Hazine ve Maliye Bakanı Mehmet Şimşek, FATF’in 20 Temmuz’da yayımlanan son raporunda, Türkiye’nin 40 FATF standardının 39’una uyumlu olduğunu belirterek, gri listeden çıkmaya kararlı olduklarını belirtmişti.
Şimşek, toplumsal medya hesabı üzerinden yaptığı paylaşımlarda çalışma arkadaşları olan Bakanlara da teşekkür etmişti.

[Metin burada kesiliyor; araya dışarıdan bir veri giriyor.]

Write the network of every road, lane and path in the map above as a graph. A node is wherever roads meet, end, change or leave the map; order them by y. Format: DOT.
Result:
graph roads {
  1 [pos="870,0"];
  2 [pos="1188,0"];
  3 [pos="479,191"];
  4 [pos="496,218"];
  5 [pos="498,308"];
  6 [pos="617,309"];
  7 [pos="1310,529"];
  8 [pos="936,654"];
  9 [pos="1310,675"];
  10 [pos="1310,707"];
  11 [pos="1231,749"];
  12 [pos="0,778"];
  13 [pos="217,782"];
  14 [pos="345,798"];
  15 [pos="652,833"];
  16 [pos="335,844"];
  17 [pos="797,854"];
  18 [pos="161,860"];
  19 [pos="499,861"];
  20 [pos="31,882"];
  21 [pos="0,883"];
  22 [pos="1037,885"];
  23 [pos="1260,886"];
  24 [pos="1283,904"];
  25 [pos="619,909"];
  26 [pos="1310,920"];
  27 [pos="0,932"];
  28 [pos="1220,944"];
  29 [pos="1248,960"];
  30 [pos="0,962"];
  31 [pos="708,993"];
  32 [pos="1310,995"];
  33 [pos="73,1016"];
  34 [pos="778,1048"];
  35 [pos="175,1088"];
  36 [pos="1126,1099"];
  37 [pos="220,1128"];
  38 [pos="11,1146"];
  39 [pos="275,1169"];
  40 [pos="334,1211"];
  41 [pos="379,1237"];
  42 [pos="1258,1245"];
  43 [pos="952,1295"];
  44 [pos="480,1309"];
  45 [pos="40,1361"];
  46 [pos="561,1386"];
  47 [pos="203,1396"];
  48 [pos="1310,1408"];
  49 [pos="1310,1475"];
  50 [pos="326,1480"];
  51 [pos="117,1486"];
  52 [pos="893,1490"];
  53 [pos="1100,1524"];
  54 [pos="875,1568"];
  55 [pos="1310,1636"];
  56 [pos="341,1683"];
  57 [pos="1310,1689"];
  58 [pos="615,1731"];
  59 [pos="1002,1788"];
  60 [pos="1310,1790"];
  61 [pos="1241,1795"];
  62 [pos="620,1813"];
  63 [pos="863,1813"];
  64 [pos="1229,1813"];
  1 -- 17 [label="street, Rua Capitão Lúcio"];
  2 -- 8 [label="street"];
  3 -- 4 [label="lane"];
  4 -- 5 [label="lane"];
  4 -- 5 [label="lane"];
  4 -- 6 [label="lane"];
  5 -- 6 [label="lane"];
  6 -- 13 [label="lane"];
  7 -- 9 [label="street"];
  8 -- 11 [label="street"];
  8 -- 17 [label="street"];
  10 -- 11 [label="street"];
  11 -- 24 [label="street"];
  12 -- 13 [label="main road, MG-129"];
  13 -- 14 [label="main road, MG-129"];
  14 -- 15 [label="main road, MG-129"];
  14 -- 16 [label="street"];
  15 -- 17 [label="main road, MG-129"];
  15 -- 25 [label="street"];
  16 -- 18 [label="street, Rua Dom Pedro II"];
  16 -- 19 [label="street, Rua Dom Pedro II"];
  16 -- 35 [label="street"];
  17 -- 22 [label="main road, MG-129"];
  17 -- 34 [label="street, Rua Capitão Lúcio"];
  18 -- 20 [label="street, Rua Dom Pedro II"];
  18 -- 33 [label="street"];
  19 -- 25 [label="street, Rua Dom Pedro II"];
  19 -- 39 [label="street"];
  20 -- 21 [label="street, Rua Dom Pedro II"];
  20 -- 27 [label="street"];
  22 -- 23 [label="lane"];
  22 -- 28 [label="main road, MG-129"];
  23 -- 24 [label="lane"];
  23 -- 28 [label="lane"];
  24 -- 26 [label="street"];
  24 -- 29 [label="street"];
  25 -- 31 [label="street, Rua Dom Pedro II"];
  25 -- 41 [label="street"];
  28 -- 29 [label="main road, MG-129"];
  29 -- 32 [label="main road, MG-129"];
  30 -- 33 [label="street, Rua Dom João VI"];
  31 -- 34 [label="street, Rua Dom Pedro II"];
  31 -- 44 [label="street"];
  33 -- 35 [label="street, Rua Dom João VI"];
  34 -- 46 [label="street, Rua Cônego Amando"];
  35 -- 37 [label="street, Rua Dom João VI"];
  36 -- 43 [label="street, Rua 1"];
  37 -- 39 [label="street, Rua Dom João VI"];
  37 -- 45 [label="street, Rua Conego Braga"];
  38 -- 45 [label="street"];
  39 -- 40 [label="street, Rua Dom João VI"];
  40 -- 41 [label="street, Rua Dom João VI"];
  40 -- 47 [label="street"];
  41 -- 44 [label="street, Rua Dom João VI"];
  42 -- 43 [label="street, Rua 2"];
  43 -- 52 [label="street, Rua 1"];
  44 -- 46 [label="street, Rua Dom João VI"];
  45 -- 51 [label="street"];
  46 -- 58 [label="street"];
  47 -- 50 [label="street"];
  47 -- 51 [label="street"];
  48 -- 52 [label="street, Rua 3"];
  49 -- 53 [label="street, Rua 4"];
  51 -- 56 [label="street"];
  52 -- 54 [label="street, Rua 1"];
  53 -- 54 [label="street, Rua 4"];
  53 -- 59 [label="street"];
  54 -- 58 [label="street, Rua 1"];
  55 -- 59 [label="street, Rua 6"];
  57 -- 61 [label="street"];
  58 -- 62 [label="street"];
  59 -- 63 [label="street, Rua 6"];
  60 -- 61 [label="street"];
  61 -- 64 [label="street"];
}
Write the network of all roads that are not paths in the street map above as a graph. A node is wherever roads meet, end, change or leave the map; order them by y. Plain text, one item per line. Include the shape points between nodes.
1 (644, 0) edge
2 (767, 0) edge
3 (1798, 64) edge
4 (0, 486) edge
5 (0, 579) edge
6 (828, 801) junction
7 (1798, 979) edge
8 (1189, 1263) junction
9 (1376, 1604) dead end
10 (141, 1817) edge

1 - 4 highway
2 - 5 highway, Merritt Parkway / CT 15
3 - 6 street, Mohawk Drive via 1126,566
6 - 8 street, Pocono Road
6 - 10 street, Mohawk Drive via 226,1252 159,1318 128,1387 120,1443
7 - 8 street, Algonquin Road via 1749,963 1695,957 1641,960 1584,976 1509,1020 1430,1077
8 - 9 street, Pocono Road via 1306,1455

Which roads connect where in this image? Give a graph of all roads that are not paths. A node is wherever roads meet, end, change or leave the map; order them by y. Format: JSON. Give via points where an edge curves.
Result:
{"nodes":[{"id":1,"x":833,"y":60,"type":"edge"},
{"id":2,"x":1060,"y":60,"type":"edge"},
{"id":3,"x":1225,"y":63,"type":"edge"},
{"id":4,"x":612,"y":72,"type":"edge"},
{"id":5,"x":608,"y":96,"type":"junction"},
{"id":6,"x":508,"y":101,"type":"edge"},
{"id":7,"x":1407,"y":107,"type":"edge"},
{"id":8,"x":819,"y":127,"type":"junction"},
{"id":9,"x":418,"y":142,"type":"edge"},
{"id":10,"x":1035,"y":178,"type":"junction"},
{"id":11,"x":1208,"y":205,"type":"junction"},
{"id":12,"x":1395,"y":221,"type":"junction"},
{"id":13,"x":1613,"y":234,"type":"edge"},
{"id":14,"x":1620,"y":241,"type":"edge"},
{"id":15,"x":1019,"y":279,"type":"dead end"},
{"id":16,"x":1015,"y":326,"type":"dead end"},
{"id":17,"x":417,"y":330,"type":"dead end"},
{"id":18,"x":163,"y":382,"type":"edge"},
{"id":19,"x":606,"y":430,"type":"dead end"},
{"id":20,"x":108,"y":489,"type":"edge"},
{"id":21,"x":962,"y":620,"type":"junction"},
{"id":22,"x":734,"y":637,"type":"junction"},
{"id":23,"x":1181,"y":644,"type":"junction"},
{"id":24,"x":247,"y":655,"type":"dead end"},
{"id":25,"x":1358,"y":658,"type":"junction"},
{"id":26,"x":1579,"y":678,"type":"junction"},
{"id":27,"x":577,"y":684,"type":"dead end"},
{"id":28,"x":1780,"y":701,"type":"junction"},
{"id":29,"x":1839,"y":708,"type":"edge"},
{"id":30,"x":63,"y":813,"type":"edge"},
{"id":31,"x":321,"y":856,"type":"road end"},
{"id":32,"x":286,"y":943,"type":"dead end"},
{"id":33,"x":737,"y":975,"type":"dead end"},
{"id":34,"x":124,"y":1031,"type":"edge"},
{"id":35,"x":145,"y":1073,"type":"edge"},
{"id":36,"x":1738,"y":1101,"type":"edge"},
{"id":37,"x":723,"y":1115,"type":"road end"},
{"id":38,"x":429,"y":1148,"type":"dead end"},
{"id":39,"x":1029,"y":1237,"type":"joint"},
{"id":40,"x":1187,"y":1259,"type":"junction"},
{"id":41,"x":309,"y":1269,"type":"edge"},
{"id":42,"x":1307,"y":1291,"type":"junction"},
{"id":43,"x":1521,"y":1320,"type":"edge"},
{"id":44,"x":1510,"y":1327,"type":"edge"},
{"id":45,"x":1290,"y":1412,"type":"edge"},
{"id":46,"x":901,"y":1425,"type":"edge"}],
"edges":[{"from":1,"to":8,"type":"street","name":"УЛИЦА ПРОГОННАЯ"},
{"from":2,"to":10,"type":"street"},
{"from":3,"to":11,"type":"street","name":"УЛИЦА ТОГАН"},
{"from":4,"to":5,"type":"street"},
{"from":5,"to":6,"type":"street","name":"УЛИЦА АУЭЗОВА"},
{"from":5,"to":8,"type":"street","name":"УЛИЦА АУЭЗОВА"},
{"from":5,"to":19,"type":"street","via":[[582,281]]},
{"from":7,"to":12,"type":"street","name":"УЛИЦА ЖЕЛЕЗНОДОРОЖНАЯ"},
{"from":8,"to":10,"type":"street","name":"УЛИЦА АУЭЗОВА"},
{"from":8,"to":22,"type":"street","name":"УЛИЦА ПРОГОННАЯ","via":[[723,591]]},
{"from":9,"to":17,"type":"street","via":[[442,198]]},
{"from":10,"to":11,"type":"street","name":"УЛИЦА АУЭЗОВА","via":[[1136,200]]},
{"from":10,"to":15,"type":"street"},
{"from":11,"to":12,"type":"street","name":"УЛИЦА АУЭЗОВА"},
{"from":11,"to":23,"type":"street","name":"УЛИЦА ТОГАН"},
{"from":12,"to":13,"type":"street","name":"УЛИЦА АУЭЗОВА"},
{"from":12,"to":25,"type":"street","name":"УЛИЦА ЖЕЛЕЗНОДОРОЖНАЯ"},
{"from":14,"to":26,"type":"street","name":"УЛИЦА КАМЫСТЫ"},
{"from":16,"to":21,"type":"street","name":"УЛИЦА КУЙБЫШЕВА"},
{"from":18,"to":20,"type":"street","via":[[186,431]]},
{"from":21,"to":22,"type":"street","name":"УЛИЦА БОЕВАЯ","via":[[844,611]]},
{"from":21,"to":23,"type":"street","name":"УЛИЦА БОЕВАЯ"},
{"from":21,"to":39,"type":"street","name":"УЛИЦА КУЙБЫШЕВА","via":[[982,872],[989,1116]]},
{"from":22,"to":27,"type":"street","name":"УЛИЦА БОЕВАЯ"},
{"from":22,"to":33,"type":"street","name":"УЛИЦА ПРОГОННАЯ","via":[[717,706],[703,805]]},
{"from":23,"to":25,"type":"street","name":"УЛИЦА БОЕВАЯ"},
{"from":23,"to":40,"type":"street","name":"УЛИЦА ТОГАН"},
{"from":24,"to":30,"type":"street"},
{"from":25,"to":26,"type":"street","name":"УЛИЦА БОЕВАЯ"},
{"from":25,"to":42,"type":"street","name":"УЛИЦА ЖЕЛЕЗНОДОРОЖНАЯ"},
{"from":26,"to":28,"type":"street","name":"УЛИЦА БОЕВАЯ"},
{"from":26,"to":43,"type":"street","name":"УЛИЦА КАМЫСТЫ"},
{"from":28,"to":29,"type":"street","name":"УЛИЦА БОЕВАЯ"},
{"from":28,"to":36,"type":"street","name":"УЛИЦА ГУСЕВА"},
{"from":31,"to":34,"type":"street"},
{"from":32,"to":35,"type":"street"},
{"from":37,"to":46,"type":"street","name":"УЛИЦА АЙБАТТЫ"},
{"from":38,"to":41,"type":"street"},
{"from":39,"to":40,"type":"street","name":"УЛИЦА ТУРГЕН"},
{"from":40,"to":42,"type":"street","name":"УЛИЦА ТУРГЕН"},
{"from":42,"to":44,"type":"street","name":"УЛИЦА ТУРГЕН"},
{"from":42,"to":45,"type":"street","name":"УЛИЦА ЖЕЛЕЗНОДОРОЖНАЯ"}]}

FATF, 21 Ekim 2021 tarihinde “kara para aklama ve terörizmin finansmanını engellenmekte” Türkiye’nin “yetersiz kaldığı gerekçesiyle” gri listeye almıştı. Türkiye’nin gri listeden çıkması neden bu kadar değerli?
FATF, yılda üç kere kıymetlendirme toplantıları yaparak, cürüm gelirlerinin aklanması ve terörizmin finansmanıyla uğraşta “yetersiz kalan ülkeleri” açıklıyor.
FATF, Türkiye’yi Ekim 2021’de gri listeye aldı. 2022’deki değerlendirmelerde Türkiye, gri listede kalmaya devam etti. Bu değerlendirmelerde Zimbabve listeden çıkmayı başarmıştı.
Türkiye’nin listede yer almasının nedenlerinin içinde, varlık barışı düzenlemeleri ve yabancıya konut satışlarının tesirli olduğu düşünülüyor. Ayrıyeten yargı bağımsızlığı bu liste için kıymetli kriterlerden biri olarak görülüyor.
2011 yılında da gri listeye giren Türkiye, düzenlemeler sonrası o devir tekrar Maliye Bakanı olarak misyonda bulunan Mehmet Şimşek’in vazife müddetinde 2014 yılında listeden çıkmıştı.
Uzmanların belirttiğine nazaran, gri listede yer almaya devam etmek, Dünya Bankası üzere kuruluşların da bir mühlet sonra finansmanda zorluk çıkarmasına neden olabiliyor.
Raporda, Türkiye kâr hedefi gütmeyen kuruluşlar üzerindeki denetimleriyle “kısmen uyumlu”dan “büyük ölçüde uyumlu”ya çıktı.
“Gelişmeler olumlu lakin hala alınacak yolumuz var” olarak görünüyor.